This painter’s point of reference is a frame.
That being so, the view portrays a scene:
a pictured scene, that forms a likeness; same
or similar images sit between
vertical and horizontal axes.
Colour-saturated canvas with scrapes
of land and sea, clouds and sky in patches;
an ornamental arrangement of shapes
drawn together; intermingled, condensed,
poised in proportion. Constrained it would seem,
fixedly, to the one common bound: fenced,
measured and matched to a spatial theme.
. When frames of reference are viewed selective,
. they’re often squared to a skewed perspective.
© Tim Grace, 6 July 2011
To the reader: Frames of reference hold the contents of a picture in place and establish the dynamics of a visual arrangement; as perceived. Whether a visual artist can claim to have captured what is beyond their canvas or lens is an interesting point. Is deliberate omission part of the viewing experience? To paint or photograph a scene without its protagonist, without its feature, gives the viewer the ‘power of suggestion’ to answer what’s missing. Frames are not borders.

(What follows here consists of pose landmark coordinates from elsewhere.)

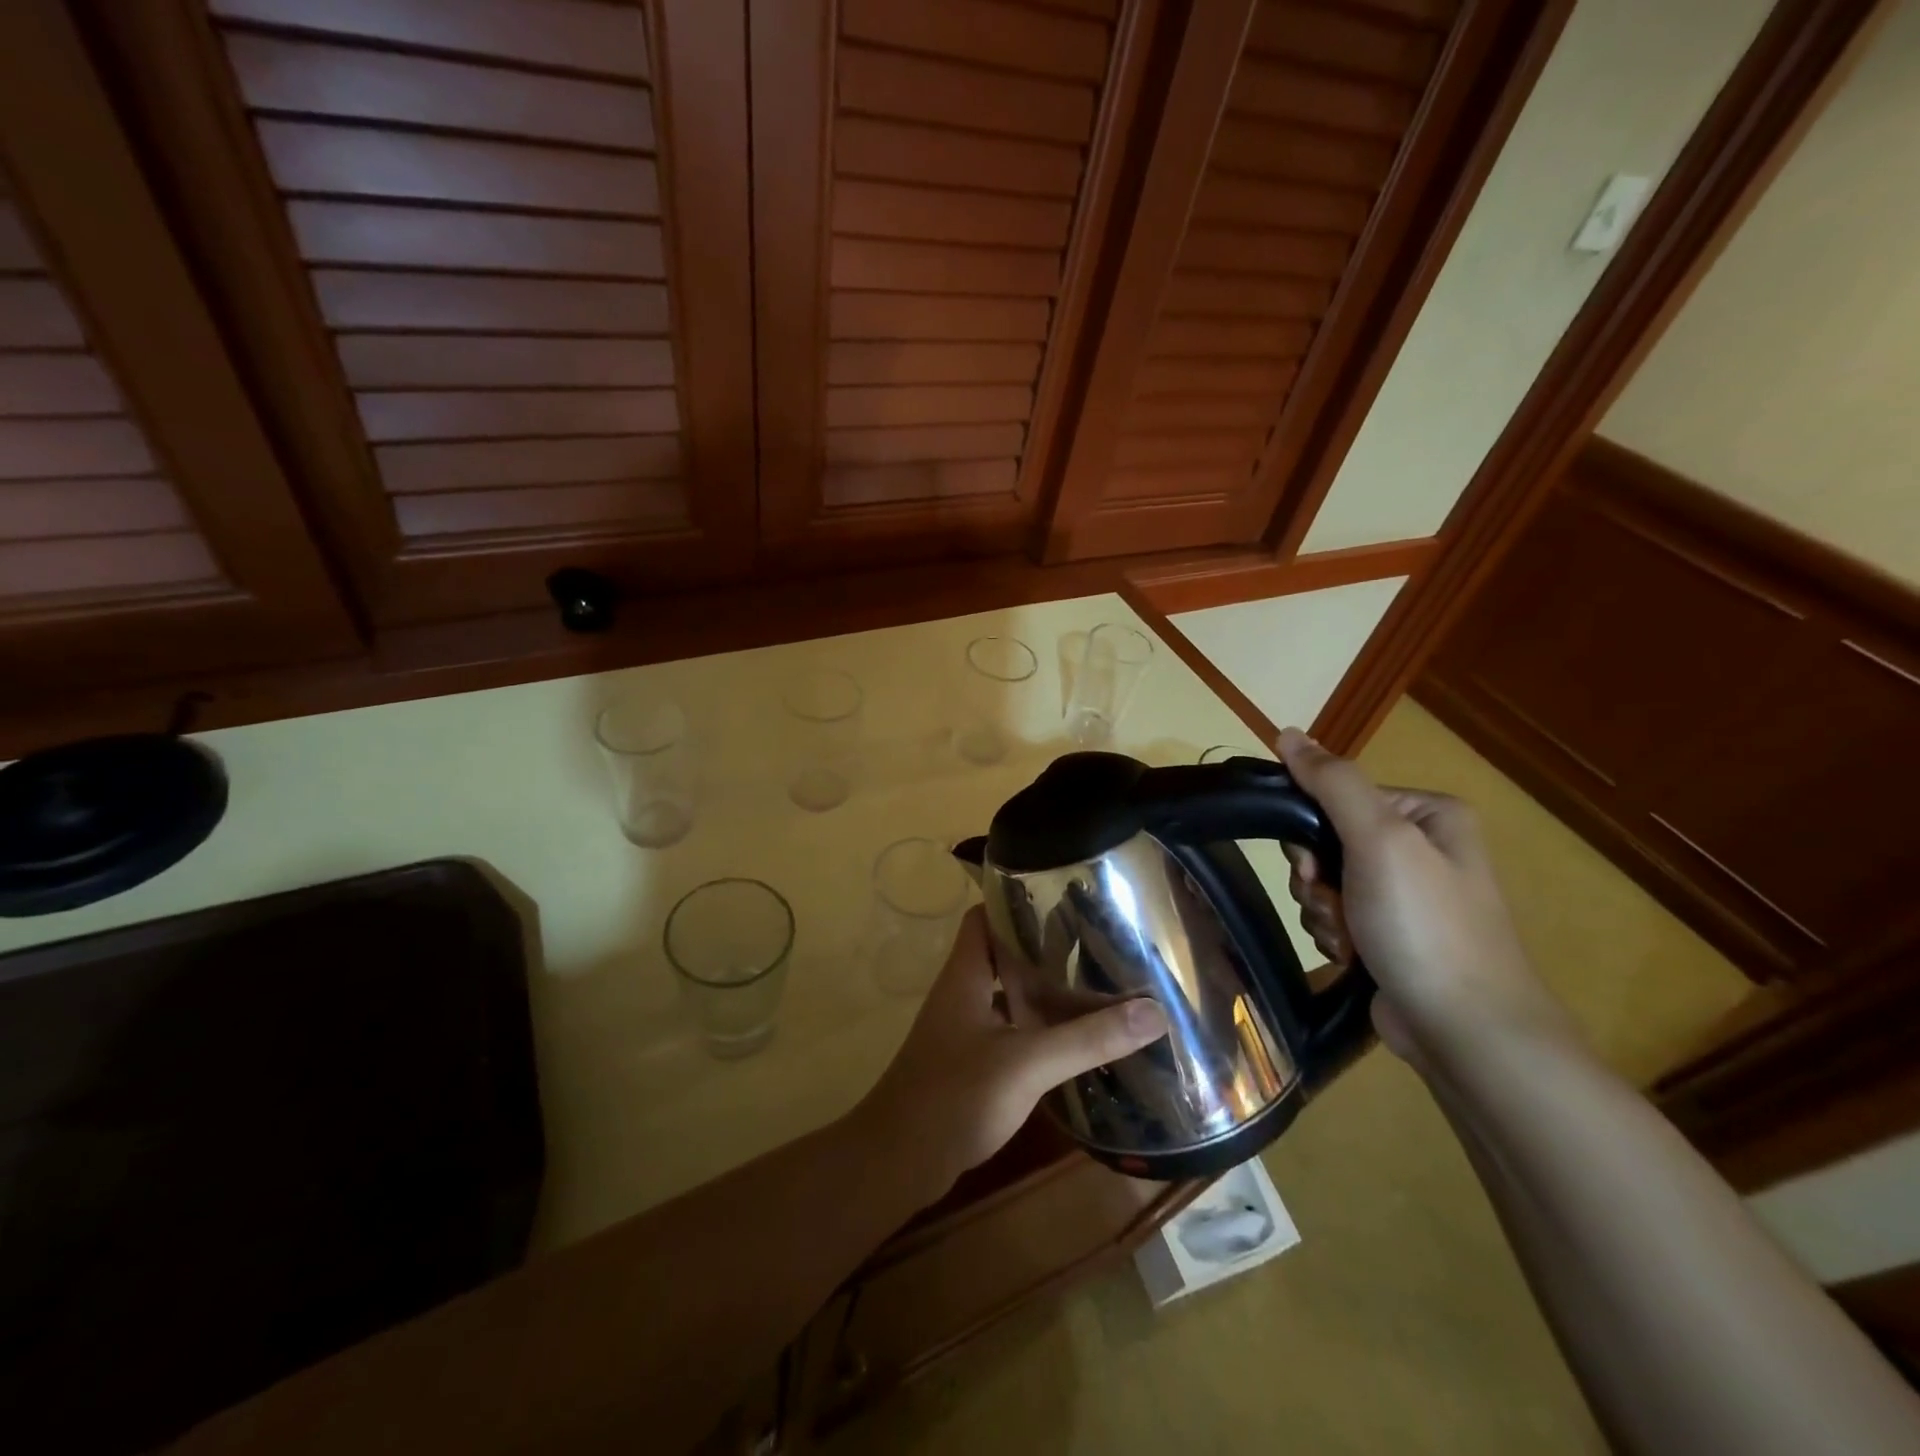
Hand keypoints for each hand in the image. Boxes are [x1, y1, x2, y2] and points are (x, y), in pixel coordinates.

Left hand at [854, 907, 1168, 1203]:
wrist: (898, 1161)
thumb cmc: (955, 1095)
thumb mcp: (1028, 1063)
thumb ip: (1088, 1039)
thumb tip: (1154, 1012)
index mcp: (965, 974)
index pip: (985, 916)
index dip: (1016, 900)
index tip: (1063, 898)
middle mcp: (962, 993)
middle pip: (1002, 954)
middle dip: (1043, 947)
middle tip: (1095, 942)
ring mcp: (962, 1029)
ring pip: (1006, 993)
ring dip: (1041, 989)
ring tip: (1094, 984)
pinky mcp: (969, 1062)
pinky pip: (1007, 1029)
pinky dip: (1036, 1026)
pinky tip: (1070, 1039)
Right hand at [1275, 728, 1578, 1069]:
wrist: (1464, 1031)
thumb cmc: (1425, 926)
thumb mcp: (1380, 841)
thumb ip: (1332, 783)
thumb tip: (1287, 733)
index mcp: (1427, 814)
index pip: (1337, 795)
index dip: (1311, 829)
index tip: (1313, 865)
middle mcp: (1419, 847)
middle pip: (1326, 840)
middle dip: (1317, 878)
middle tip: (1332, 902)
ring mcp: (1405, 894)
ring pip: (1324, 881)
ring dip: (1322, 909)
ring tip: (1348, 938)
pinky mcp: (1389, 933)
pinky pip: (1335, 914)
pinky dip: (1332, 933)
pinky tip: (1351, 955)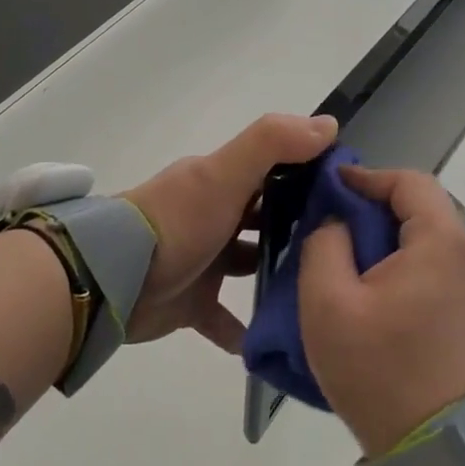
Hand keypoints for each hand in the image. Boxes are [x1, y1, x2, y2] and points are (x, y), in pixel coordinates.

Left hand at [121, 113, 337, 350]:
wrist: (113, 280)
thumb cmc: (176, 222)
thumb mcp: (223, 174)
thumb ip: (272, 144)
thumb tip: (329, 124)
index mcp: (222, 181)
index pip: (275, 169)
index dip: (311, 175)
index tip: (352, 194)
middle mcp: (215, 216)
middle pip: (266, 218)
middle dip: (300, 229)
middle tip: (347, 250)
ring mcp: (203, 260)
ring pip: (249, 265)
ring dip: (278, 276)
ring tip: (322, 292)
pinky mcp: (192, 303)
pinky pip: (225, 318)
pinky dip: (244, 330)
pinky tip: (276, 341)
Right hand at [298, 165, 464, 456]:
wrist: (428, 437)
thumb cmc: (375, 367)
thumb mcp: (328, 301)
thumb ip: (325, 242)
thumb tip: (337, 219)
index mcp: (440, 241)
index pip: (408, 181)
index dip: (366, 177)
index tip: (329, 189)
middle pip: (419, 200)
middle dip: (373, 200)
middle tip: (331, 216)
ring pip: (424, 226)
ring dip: (384, 226)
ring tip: (343, 243)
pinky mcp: (462, 298)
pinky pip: (430, 253)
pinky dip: (398, 249)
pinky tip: (367, 272)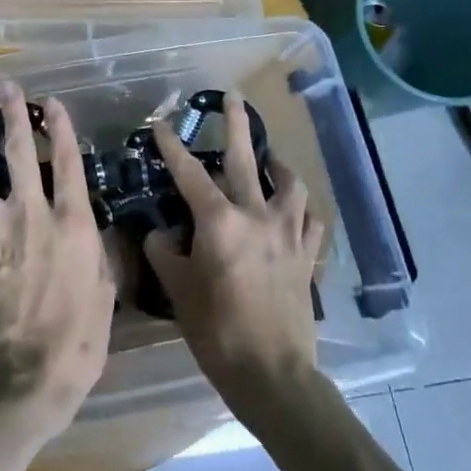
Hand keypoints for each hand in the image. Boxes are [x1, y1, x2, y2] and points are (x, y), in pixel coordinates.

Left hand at [0, 83, 116, 442]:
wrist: (27, 375)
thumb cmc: (79, 339)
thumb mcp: (105, 293)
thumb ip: (97, 254)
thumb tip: (92, 234)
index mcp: (71, 223)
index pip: (66, 161)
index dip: (60, 126)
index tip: (53, 102)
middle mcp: (28, 215)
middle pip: (13, 150)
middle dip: (11, 114)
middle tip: (6, 91)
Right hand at [146, 95, 323, 404]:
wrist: (272, 373)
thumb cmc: (216, 330)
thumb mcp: (178, 288)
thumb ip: (163, 252)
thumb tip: (159, 233)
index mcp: (219, 221)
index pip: (190, 173)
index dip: (172, 146)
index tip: (161, 124)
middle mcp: (257, 216)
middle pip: (247, 159)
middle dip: (236, 125)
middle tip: (233, 98)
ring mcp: (289, 234)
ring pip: (290, 184)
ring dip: (279, 164)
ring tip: (270, 156)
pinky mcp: (308, 256)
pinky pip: (311, 219)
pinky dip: (301, 206)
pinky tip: (294, 207)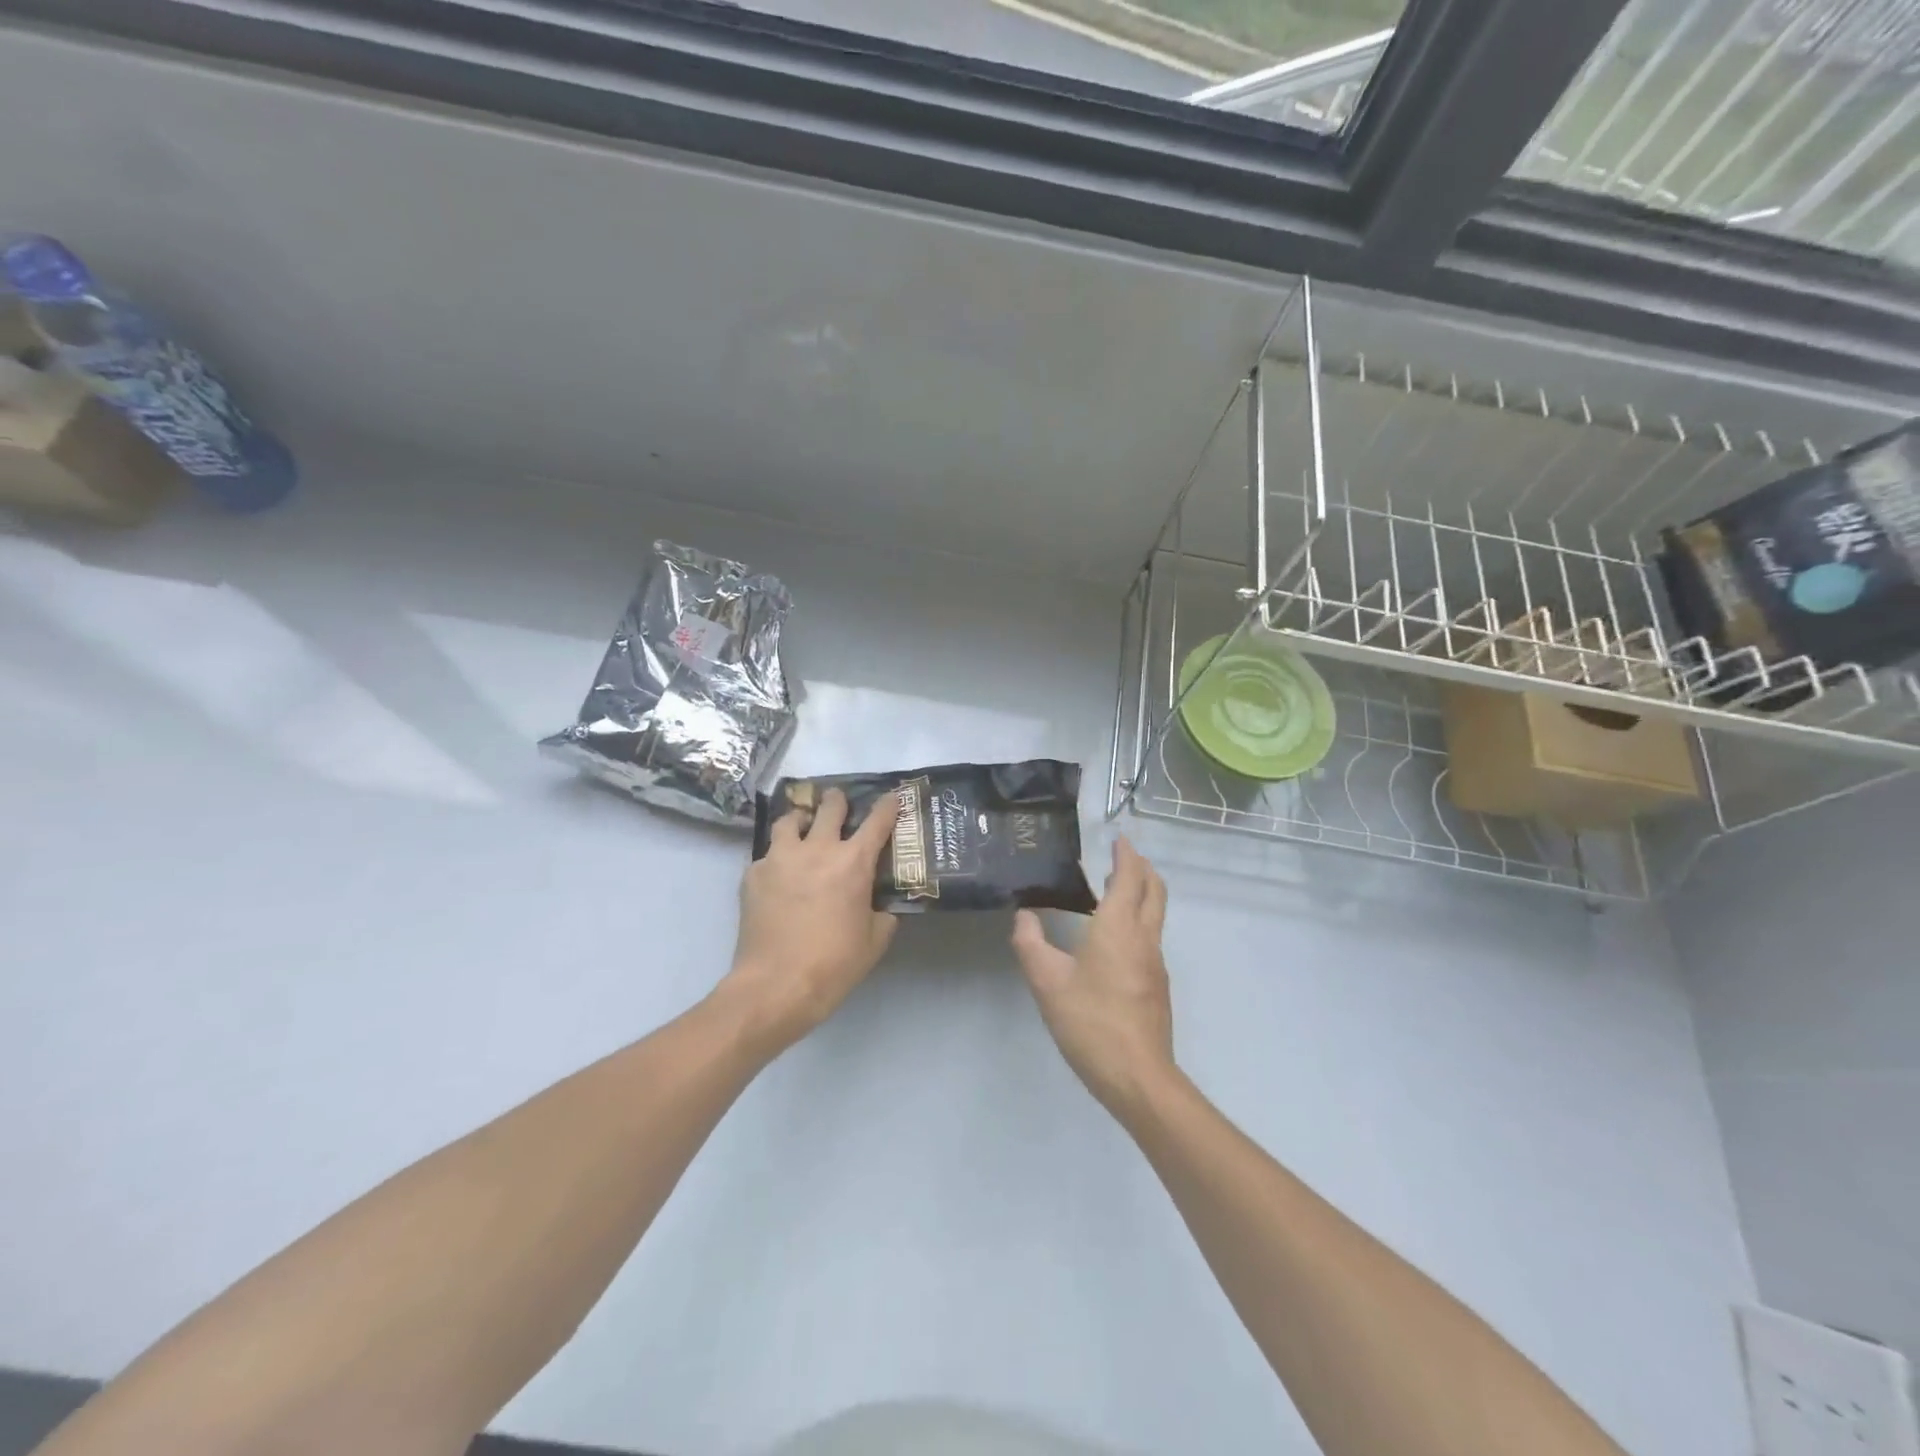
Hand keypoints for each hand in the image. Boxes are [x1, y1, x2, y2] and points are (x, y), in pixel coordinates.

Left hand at [721, 787, 899, 1054]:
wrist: (776, 984)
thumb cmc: (833, 964)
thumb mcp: (874, 940)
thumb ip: (882, 914)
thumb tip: (881, 905)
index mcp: (853, 862)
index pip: (878, 820)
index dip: (888, 805)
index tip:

To the poet: Constraints are at the centre of this poetic piece. Its theme argues a contrivance; that being: any captured picture is a selectively squared-off visual arrangement. A poem, on the other hand, is boundless in its suggestive use of imagery. In making reference to a poetic landscape I have relied upon the reader’s visual interpretation of “scrapes of land and sea” … to be conjured at will.